We also express alarm of recent announcements in legislation.
The province of Alberta is putting forward legislation under the Alberta Human Rights code for parents to opt-out of lessons on religion, sex and sexual orientation (which parents already have the ability to do under the School Act). Education on sexual health and countering homophobia, as well as faiths other than the Christian faith, is a right of the youth and can not be taken out of their hands.
In Ontario the province is proposing the Student Achievement and School Board Governance Act and has only allowed email consultation. This draconian legislation attacks the local democracy and autonomy of school boards, limiting their ability to fight a coming wave of cuts.
We note that nowhere in Canada are our schools adequately funded, which will require billion
s of dollars. That money is in the corporate purse. We declare that teachers working conditions are students learning conditions and call for youth and students to stand with educators in opposing these attacks! These issues should be brought to the attention of our conference calls of post-secondary and high school activists.
Regarding Migrant workers
Another area of sharpening struggle has been over migrant, immigrant, status and non-status workers. Our upcoming issue of RY will present a special article here.
If you are a person of colour, a Roma, a young queer person, or anyone from Mexico or the Czech Republic seeking refuge status in Canada -- forget it. But if you are a young white-skin South African, the refugee board apparently has one word for you: welcome!
The acceptance of Brandon Huntley’s refugee claim on the basis of “persecution” by his fellow black citizens has again shamed Canada to the world, weeks after closing its doors to all refugee claims from the Czech Republic and Mexico. But by taking this disgraceful decision not only does the Refugee Board expose its racist double-standards It also implicitly states to the world that, in eyes of Canada, black people can not run a country.

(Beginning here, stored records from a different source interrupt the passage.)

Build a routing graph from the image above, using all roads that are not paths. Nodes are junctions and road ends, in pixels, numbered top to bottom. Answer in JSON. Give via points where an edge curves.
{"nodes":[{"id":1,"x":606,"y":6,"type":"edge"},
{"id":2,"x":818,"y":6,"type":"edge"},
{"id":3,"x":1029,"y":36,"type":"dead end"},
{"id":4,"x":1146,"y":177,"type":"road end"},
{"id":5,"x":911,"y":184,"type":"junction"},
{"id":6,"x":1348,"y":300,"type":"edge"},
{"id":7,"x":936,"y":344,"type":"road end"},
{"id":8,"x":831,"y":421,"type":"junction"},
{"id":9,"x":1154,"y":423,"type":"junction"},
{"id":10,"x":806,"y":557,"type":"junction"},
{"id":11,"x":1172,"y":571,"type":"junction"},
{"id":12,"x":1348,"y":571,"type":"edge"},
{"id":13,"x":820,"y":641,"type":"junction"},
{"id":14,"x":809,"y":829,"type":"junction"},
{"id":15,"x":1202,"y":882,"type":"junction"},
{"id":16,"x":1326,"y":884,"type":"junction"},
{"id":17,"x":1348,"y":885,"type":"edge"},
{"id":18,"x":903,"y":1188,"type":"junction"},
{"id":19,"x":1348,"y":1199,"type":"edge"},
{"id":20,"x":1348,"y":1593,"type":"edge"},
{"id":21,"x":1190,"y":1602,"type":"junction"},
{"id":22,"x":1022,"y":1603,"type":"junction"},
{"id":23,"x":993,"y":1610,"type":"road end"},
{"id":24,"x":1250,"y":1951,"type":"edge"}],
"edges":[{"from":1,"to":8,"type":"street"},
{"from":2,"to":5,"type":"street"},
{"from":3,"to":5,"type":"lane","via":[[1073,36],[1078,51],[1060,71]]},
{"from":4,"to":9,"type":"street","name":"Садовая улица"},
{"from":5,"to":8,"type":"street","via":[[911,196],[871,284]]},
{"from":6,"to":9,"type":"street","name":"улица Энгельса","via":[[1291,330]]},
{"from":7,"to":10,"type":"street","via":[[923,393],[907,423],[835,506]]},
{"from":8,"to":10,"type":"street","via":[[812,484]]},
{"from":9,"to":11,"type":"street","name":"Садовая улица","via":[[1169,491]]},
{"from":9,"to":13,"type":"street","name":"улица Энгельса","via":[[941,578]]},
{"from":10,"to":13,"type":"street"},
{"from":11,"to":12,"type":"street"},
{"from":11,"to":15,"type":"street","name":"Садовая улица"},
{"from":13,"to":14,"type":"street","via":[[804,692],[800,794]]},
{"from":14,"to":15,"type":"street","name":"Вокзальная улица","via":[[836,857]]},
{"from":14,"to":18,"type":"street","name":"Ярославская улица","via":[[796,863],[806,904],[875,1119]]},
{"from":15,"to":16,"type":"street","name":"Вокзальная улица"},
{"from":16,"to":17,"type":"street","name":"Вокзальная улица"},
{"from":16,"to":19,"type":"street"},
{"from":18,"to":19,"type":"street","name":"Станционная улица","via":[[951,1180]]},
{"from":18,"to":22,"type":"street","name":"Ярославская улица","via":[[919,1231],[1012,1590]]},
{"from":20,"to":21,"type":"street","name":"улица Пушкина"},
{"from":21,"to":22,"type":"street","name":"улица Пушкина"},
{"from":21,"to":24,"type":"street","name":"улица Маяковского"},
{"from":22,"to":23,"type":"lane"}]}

This is not the viewpoint of the Canadian people. This decision is so blatantly racist even the bull-dog Jason Kenney and the Harper regime have been forced to challenge it. The Young Communist League of Canada denounces this decision, draws to the attention of the youth and students the political and ideological nature of appointments on the board that made the decision regarding Huntley. We re-asserts our demand for immediate equality-based immigration reforms, abolition of the forced-labour Bill C50 and further call for the Harper Conservatives fire the current racist board and issue an apology to South Africa.
There can be no peaceful co-existence with racism and with the violence it invariably spawns. In that hard struggle, justice will inevitably triumph and the Harper Tories and their refugee-denial boards will be left in the bio-hazard quarantine bin of history.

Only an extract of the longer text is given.